You may use NumPy, SciPy and OpenCV2 functions to implement mathematical, filtering and transformation operations. Do not use functions which implement keypoint detection or feature matching.
When using the Sobel operator you should use the 'reflect' mode, which gives a zero gradient at the edges.
Here is a list of potentially useful functions (you are not required to use them):
scipy.ndimage.sobel
scipy.ndimage.gaussian_filter
scipy.ndimage.filters.convolve
scipy.ndimage.filters.maximum_filter
scipy.spatial.distance.cdist
cv2.warpAffine
np.max, np.min, np.std, np.mean, np.argmin, np.argpartition
np.degrees, np.radians, np.arctan2
transformations.get_rot_mx
(in transformations.py)transformations.get_trans_mx
transformations.get_scale_mx
Upload your features.py to CMS.
If you attempted the extra credit (see below) then upload the extra credit version of features.py as extracredit.py and briefly describe your changes and upload as extracredit_readme.txt. If you did not attempt the extra credit then you do not need to upload extracredit.py or extracredit_readme.txt (please do not upload empty files).
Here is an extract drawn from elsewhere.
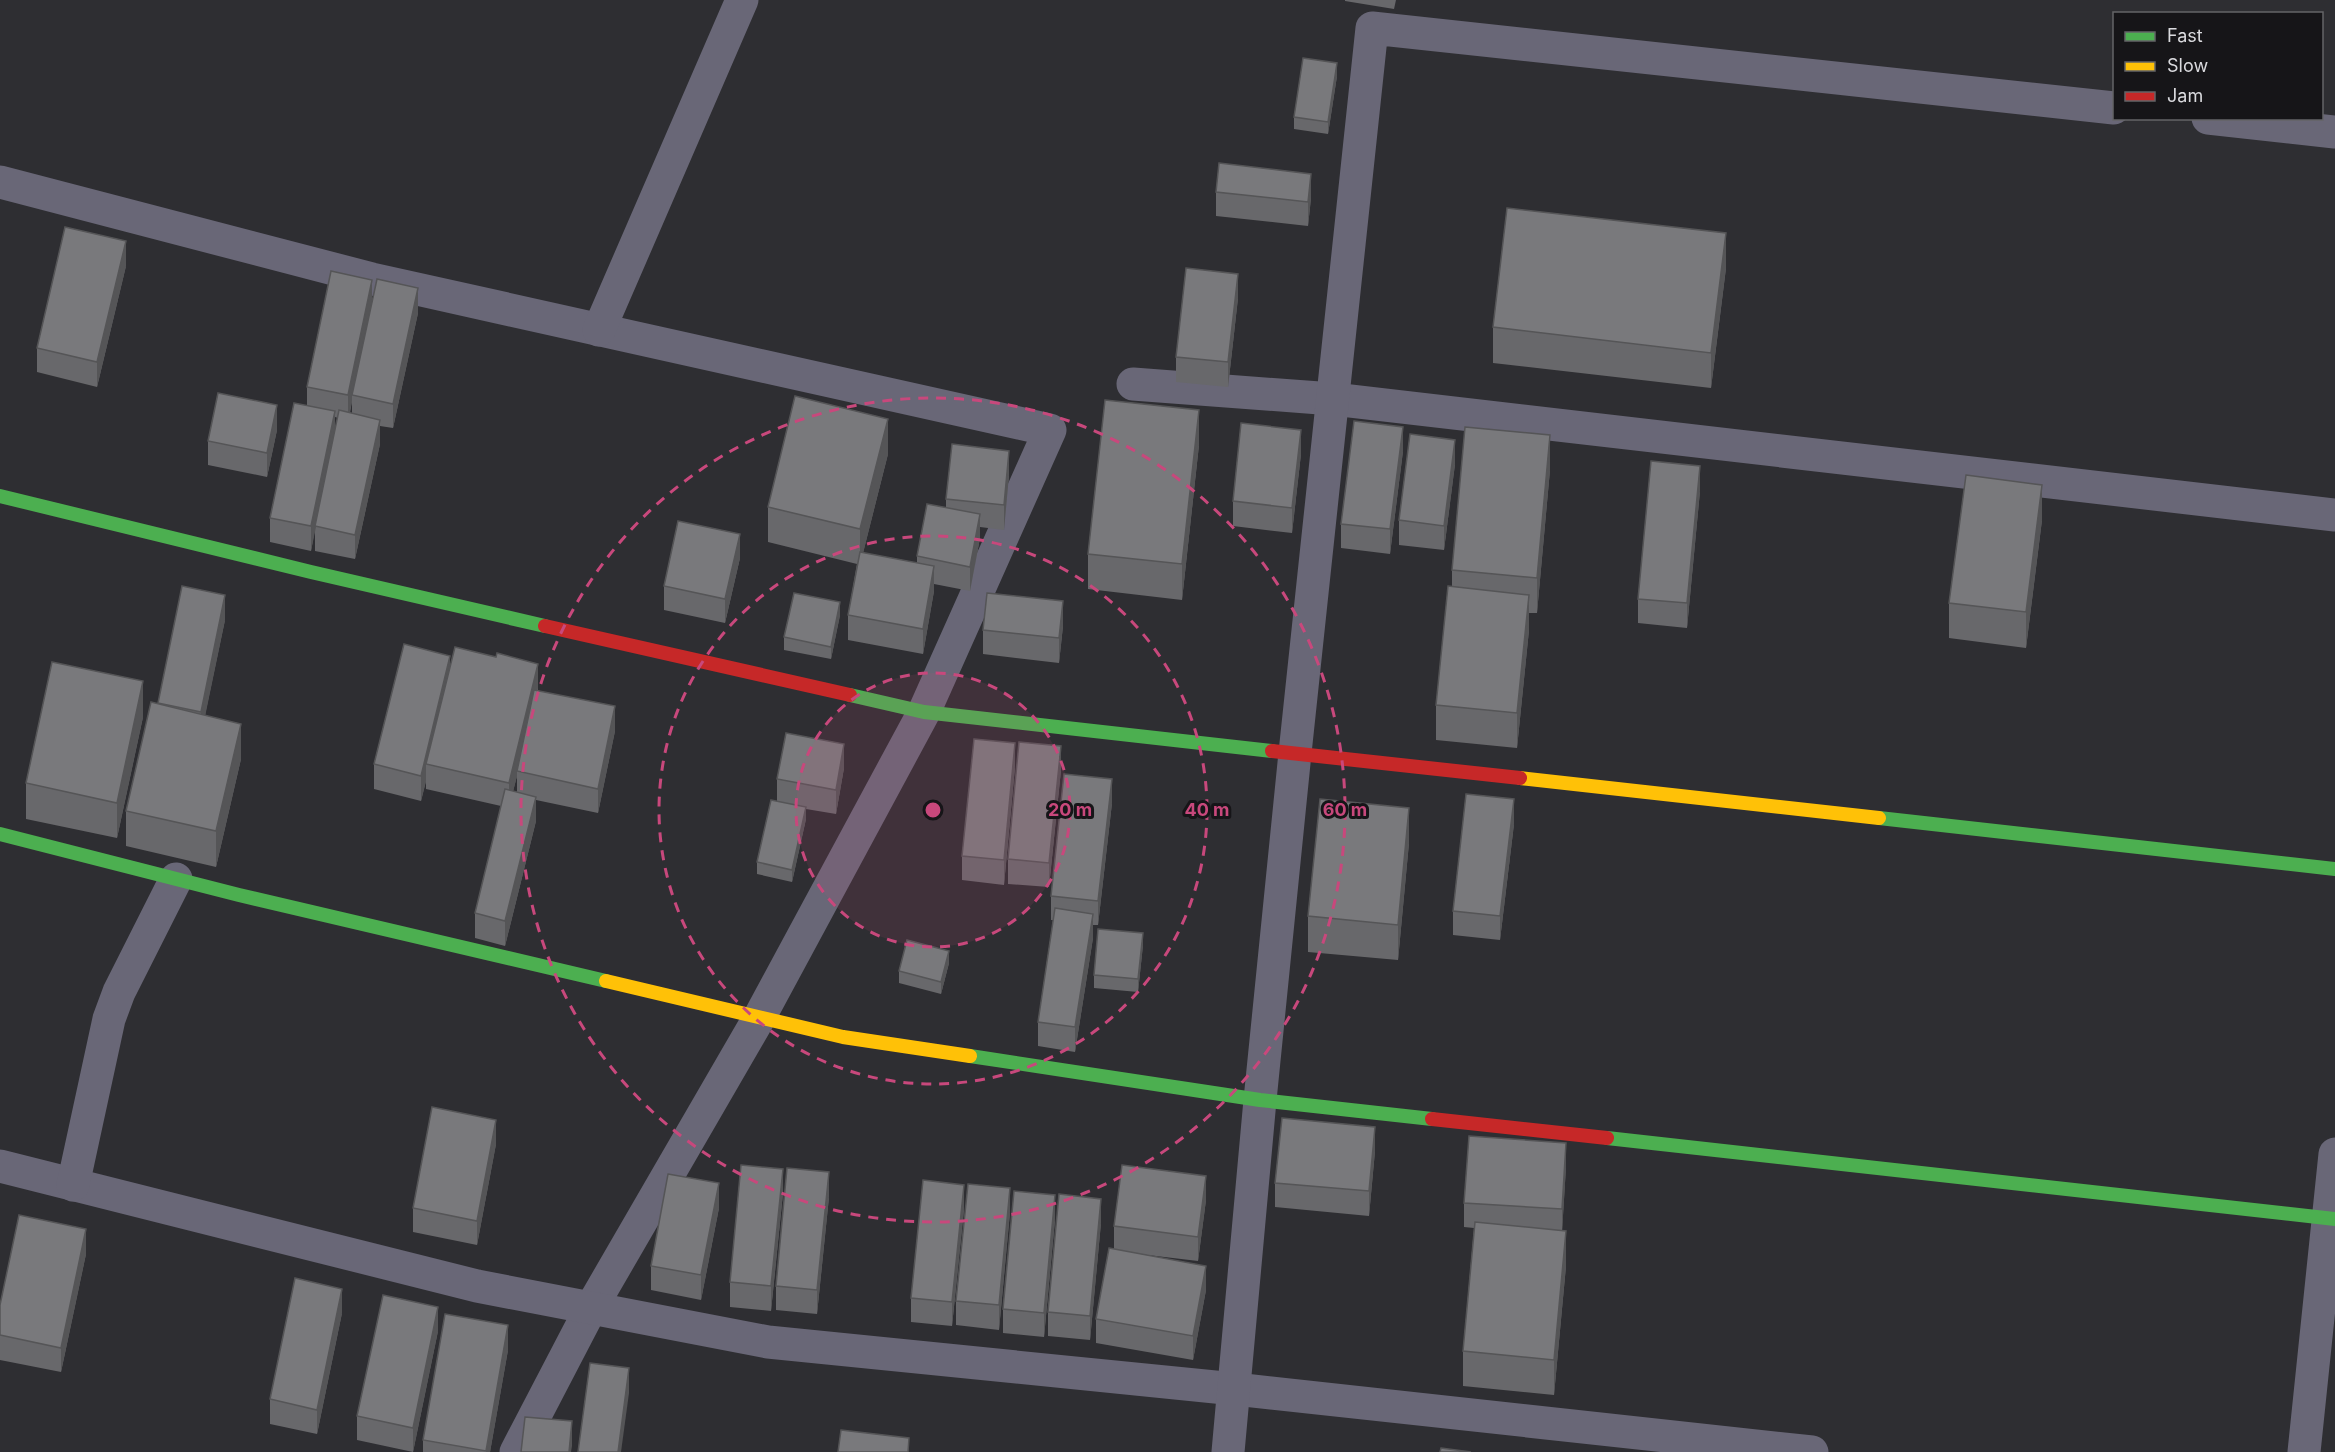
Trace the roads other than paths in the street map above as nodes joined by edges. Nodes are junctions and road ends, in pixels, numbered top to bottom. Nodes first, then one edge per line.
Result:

We will give extra credit for solutions that improve mean AUC for either the ratio test or SSD by at least 15%. Here are two suggestions and you are encouraged to come up with your own ideas as well!
If you attempt the extra credit then you must submit two solutions to CMS. The first solution will be graded by the project rubric so it must implement the algorithm described in this document. Extra credit solutions should include a readme that describes your changes to the algorithm and the thresholds for each benchmark image. The submitted code will be checked against this description. Extra credit submissions which do not improve mean AUC by at least 15% will not be graded. You can measure your mean AUC by running the UI benchmark on the 5 datasets (bikes, graf, leuven, wall, yosemite).
It is important that you solve the main assignment first before attempting the extra credit. The main assignment will be worth much more points than the extra credit.